In re Stein

*33OPINION OF THE COURT

Per Curiam.

Respondent Donald B. Stein was admitted to the practice of law in the State of New York by the Second Judicial Department on June 30, 1993, as Donald Burton Stein, and at all times relevant to this proceeding has maintained an office for the practice of law within the First Department.

The Departmental Disciplinary Committee now seeks an order, pursuant to 22 NYCRR 603.4 (e) (1) (i), immediately suspending respondent from the practice of law based on his failure to cooperate with the Committee’s investigation into two allegations of professional misconduct on his part.

Two complaints were brought against respondent by clients, alleging that he neglected their cases. The first complaint, filed by Robert Henderson in October 1999, concerned respondent’s handling of his false arrest claim against New York City. Henderson asserted that respondent had failed to commence the action prior to expiration of the Statute of Limitations. In an answer dated January 29, 2000, respondent explained that after the General Municipal Law § 50-h hearing took place and it became apparent that no settlement would occur, he wrote to the client advising that suit would have to be filed quickly, but that the client failed to comply with his instructions contained in his letter. Respondent added that he later determined that the client had not responded because the documents had been delivered to the wrong address.

However, respondent failed to comply with, or initially even respond to, the Committee’s August 1, 2000 letter requesting documentation corroborating these assertions. In a follow-up letter dated September 13, 2000, the Committee informed respondent of his obligation to respond by September 29, 2000, or risk suspension, and that his deposition had been scheduled for October 17, 2000.

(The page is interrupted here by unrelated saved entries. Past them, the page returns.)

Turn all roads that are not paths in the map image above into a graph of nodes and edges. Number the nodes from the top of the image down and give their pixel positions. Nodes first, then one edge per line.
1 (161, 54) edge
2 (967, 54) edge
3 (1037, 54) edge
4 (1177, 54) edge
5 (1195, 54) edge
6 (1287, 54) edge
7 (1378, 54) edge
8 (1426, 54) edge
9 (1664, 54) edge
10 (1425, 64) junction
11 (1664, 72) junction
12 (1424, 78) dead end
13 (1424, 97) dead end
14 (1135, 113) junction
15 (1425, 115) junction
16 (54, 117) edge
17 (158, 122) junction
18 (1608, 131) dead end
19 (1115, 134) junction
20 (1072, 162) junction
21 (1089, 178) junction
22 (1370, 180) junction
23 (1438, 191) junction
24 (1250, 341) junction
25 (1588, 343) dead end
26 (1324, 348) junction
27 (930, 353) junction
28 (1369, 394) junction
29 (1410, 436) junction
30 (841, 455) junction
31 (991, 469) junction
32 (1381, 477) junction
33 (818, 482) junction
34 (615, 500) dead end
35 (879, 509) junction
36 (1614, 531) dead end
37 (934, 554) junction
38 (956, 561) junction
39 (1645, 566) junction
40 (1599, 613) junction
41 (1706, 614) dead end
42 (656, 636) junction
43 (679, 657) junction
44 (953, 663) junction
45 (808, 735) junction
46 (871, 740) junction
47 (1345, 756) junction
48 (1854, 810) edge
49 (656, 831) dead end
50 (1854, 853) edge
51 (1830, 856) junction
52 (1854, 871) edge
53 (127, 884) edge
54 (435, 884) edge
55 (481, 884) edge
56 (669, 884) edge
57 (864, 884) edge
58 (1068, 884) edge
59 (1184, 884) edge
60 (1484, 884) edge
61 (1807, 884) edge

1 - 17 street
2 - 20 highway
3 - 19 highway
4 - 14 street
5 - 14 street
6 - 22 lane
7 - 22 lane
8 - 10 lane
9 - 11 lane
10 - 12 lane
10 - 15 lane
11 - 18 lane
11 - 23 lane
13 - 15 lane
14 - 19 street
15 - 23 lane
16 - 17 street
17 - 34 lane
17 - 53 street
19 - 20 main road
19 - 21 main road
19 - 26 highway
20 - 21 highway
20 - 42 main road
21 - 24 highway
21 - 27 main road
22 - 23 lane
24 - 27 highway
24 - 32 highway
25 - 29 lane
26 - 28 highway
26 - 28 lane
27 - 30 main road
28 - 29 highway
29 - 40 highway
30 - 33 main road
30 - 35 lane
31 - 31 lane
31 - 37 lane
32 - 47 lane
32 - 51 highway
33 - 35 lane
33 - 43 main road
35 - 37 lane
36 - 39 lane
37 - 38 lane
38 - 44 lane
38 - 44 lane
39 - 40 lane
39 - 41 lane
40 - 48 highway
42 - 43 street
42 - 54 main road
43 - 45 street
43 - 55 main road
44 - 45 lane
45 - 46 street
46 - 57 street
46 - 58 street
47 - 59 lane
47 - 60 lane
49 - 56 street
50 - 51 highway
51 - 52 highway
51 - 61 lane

Respondent failed to respond until October 4, 2000, at which time he stated that he was on trial and would provide answers by overnight mail on October 11, 2000. His next communication was a fax on October 17, 2000, stating that he could not appear for his deposition because of a stomach flu, and asking that it be rescheduled for some time after October 25, 2000. He never responded to the Committee’s request for further information and documentation.

The second complaint, filed on July 14, 2000 by Elba Fournier representing Changar Realty Corporation, alleged *34that respondent had neglected a matter for which he was retained on July 20, 1999, to defend Changar against alleged violations of fire and building codes. Fournier alleged that respondent was unresponsive to her inquiries regarding the status of the matter, and that ultimately she received a notice from the Bronx Criminal Court advising her that a judgment had been entered against the corporation regarding the violations respondent had been hired to handle. Respondent failed to take the necessary action, and the client had to hire another attorney to have the judgment vacated.

Respondent repeatedly failed to respond to the Committee’s letter requests regarding the Fournier complaint, and subsequently ignored numerous subpoenas served on his office. Following further investigation by the Committee, respondent was reached through his mother and on April 23, 2001, was served with a subpoena returnable the next day. His request for a one-week adjournment was granted, but on the adjourned date he sent a fax seeking a two-week adjournment. He has not communicated further with the Committee since that time.

This Court may suspend an attorney from the practice of law pending consideration of charges of professional misconduct upon a finding that he is “guilty of professional misconduct immediately threatening the public interest” (22 NYCRR 603.4 [e] [1]). Such a finding may be based upon “the attorney’s default in responding to the petition or notice, or the attorney’s failure to submit a written answer to pending charges of professional misconduct or to comply with any lawful demand of this Court or the Departmental Disciplinary Committee made in connection with any investigation, hearing or disciplinary proceeding” (22 NYCRR 603.4 [e] [1] [i]). While he did file an answer to the'first complaint, respondent’s pattern of delay and evasion in answering the second complaint, and his complete failure to provide documentation and appear pursuant to subpoenas, “evinces a shocking disregard for the judicial system, and can only be interpreted as a deliberate and willful attempt to impede the Committee’s investigation” (see, Matter of Gordon, 142 AD2d 135, 137).

Accordingly, the Committee’s motion should be granted and respondent suspended from the practice of law, effective immediately, until further order of this Court.

Williams, J. P., Tom, Mazzarelli, Lerner and Saxe, JJ., concur.

*35Respondent suspended from the practice of law in the State of New York, effective the date hereof, until the further order of this Court.